In my own life when these moments hit, I often inhabit a real ‘for-fuck’s-sake’ mentality. My own personal default mode is indignant frustration, quickly followed by some self-recrimination (imagining that if only I had been more perfect I would have somehow seen this coming and headed it off at the pass) even when it’s to do with someone else’s choices or behaviour.

 

I never said any of this made sense.

 

If I’ve learnt anything from years of coaching and personal development work, it’s that the inside of my head (and often the heads of my coaching clients) don’t make a lot of sense once they’re held up to the light and scrutinised a bit.

 

Once we spend a bit of time peering at our thought processes with another person, or by writing down our thoughts, they inevitably change shape.

 

They lose some muscle tone.

 

They cease to be quite as compelling as they were in the privacy and darkness of our own minds.

 

I digress.

 

Uninvited change can feel like someone coming and grabbing our arms and legs and swinging them around without our consent.

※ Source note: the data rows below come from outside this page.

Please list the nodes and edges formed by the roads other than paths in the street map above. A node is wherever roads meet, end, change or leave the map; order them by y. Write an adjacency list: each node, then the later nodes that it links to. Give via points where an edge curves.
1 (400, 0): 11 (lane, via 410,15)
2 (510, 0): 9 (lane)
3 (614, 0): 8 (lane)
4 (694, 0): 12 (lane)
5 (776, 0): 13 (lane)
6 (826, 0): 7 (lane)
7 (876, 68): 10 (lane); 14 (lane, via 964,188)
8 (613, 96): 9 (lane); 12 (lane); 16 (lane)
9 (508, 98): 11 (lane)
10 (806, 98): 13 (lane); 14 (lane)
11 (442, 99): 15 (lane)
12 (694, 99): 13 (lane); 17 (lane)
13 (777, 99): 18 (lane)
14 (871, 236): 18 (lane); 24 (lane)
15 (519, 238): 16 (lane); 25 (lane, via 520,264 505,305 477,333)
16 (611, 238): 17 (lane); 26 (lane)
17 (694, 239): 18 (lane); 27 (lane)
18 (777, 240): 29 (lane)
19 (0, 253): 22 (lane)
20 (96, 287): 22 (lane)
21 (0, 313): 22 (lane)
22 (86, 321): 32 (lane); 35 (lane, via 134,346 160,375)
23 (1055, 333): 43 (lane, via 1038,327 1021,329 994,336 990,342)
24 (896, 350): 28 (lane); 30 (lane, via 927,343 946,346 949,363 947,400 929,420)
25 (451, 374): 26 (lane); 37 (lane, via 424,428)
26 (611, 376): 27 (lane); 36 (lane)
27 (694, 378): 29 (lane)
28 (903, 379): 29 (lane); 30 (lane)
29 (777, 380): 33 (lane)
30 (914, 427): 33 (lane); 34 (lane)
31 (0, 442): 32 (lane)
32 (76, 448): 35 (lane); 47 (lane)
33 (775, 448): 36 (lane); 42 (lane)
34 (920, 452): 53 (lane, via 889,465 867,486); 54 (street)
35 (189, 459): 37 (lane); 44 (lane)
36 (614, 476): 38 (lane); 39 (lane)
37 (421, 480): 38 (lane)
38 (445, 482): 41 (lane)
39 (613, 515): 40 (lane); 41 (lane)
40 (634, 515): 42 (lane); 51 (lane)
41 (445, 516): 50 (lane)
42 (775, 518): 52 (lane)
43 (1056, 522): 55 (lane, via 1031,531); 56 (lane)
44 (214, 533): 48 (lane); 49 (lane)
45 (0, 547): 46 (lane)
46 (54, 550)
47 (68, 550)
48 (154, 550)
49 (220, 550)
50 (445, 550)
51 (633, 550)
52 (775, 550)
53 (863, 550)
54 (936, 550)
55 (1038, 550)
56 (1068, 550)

It can feel like we’re being forced to engage in exercise and growth against our will.

 

And just as we would if someone came and grabbed our arms and legs and forced them to move, we resist.

 

We do not willingly participate in this startling development.

 

We tense up our muscles.

 

We yell at the (imaginary) person manhandling our limbs to get the hell off us.

 

We try and push them away from us, and escape.

 

Which in the case of uninvited change can ultimately turn out to be pointless.

 

Because the thing has happened.

 

And once we are done resisting and yelling and tensing and pushing it away – it will still have happened.

 

And all that bloody personal growth will still be waiting patiently to happen whether we want it to or not.